(YOUR OBJECTIVE)
Count all lines holding "roads" in the data below and say the number, nothing more.

(SUPPLIED RECORDS)
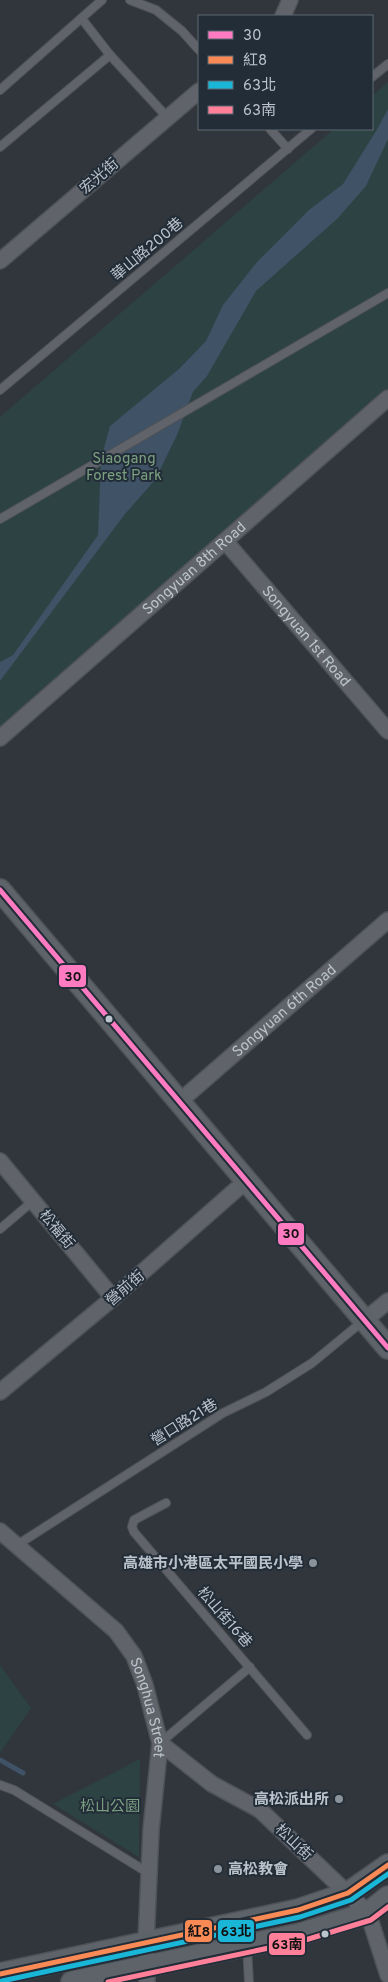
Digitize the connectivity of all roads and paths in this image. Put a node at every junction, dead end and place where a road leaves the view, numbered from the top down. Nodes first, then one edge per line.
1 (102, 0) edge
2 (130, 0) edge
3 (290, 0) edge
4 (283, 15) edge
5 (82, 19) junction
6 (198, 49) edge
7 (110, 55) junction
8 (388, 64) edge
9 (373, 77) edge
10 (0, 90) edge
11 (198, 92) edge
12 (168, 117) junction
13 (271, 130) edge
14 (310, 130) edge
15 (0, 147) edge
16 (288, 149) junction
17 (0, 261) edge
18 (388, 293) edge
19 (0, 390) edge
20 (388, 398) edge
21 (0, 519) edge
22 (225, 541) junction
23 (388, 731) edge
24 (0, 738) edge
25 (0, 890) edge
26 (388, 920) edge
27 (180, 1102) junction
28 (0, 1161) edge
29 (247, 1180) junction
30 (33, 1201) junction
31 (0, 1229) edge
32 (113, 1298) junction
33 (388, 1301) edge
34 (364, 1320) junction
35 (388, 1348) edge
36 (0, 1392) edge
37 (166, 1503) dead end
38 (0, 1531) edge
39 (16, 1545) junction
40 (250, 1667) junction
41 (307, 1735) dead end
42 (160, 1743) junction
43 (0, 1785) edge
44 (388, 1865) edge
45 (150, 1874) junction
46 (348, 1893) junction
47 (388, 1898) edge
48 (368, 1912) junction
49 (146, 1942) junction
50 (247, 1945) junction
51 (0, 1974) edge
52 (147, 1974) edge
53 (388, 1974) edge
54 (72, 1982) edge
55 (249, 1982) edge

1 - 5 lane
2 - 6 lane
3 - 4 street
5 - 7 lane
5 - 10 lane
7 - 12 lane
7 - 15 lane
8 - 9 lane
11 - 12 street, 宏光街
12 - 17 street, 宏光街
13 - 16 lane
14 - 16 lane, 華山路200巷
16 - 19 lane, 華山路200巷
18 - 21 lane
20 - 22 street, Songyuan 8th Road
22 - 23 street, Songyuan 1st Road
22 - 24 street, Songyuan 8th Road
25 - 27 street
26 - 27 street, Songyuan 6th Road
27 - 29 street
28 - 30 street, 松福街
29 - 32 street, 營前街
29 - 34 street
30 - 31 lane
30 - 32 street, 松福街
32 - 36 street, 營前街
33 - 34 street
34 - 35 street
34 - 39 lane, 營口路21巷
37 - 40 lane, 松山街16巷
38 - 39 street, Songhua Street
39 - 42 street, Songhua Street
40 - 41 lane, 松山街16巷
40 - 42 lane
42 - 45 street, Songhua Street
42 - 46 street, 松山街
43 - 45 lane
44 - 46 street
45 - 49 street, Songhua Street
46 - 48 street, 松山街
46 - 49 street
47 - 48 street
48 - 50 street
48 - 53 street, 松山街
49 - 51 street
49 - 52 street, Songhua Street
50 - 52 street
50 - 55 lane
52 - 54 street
...
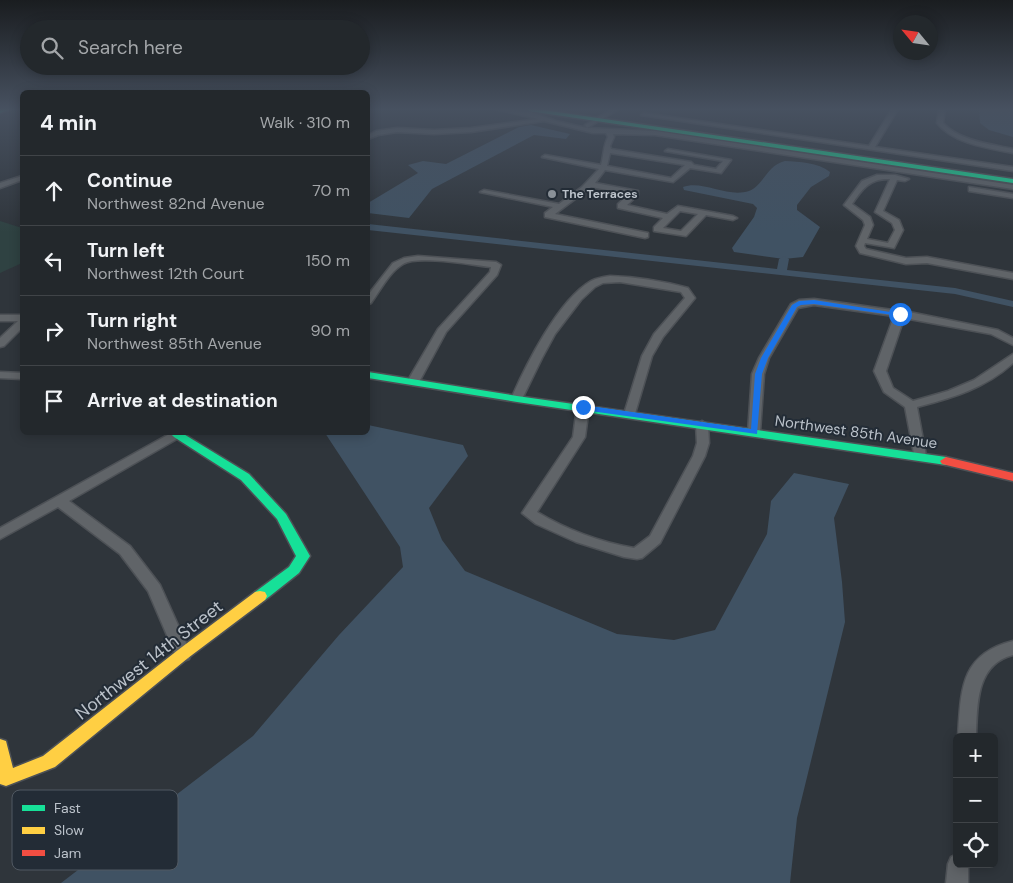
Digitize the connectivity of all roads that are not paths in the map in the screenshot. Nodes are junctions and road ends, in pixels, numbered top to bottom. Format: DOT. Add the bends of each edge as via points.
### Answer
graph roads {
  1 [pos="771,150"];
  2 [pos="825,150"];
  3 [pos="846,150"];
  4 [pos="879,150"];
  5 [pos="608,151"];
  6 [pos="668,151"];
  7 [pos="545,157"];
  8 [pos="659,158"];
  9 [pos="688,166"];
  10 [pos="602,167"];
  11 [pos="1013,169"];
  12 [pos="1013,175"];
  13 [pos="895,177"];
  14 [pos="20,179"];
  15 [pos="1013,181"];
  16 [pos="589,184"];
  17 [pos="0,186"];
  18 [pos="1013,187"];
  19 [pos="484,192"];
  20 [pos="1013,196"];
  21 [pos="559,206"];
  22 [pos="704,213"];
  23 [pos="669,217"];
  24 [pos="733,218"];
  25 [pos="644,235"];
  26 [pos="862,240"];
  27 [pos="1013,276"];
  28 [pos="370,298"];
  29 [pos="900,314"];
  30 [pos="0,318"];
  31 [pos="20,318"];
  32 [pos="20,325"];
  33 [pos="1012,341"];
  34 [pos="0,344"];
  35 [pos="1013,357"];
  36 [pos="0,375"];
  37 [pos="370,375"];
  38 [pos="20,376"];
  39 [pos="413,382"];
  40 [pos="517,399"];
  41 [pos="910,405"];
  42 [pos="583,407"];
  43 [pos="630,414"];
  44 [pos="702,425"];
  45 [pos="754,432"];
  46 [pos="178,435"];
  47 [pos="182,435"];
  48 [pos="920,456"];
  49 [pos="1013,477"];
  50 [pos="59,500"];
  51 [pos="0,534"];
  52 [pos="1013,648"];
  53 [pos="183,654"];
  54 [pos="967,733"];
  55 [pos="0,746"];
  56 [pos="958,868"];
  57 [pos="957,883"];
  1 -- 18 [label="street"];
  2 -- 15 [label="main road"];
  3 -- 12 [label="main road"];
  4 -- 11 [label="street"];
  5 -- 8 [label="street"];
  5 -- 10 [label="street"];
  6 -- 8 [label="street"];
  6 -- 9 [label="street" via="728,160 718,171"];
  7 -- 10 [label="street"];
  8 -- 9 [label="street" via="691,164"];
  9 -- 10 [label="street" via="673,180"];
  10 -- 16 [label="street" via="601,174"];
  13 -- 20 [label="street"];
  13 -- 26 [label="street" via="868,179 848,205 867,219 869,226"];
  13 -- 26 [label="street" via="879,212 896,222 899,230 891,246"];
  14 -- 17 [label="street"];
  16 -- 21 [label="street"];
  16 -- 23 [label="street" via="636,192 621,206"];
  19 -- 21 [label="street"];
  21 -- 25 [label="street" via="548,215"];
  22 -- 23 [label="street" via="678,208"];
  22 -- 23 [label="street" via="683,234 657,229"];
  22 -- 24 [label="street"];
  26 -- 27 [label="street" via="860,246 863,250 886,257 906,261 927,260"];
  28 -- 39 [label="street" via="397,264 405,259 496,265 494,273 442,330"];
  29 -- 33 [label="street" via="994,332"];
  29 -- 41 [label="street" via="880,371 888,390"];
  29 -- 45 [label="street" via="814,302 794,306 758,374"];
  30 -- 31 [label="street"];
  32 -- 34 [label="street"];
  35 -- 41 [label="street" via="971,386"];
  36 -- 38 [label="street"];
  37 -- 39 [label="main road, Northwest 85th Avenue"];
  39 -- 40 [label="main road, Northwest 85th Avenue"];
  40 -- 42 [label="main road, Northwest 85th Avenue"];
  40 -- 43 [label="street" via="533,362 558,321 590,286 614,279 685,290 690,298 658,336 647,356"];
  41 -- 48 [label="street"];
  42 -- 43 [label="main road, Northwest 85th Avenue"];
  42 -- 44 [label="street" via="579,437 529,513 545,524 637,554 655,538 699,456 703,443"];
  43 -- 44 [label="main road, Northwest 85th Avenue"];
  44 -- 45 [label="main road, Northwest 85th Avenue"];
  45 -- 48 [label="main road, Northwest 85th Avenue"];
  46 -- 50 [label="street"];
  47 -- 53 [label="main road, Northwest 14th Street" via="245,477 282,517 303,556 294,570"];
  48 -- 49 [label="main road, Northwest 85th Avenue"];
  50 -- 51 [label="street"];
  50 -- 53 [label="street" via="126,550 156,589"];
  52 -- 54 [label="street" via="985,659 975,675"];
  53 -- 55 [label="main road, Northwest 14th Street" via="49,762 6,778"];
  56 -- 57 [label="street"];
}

(YOUR SOLUTION)
3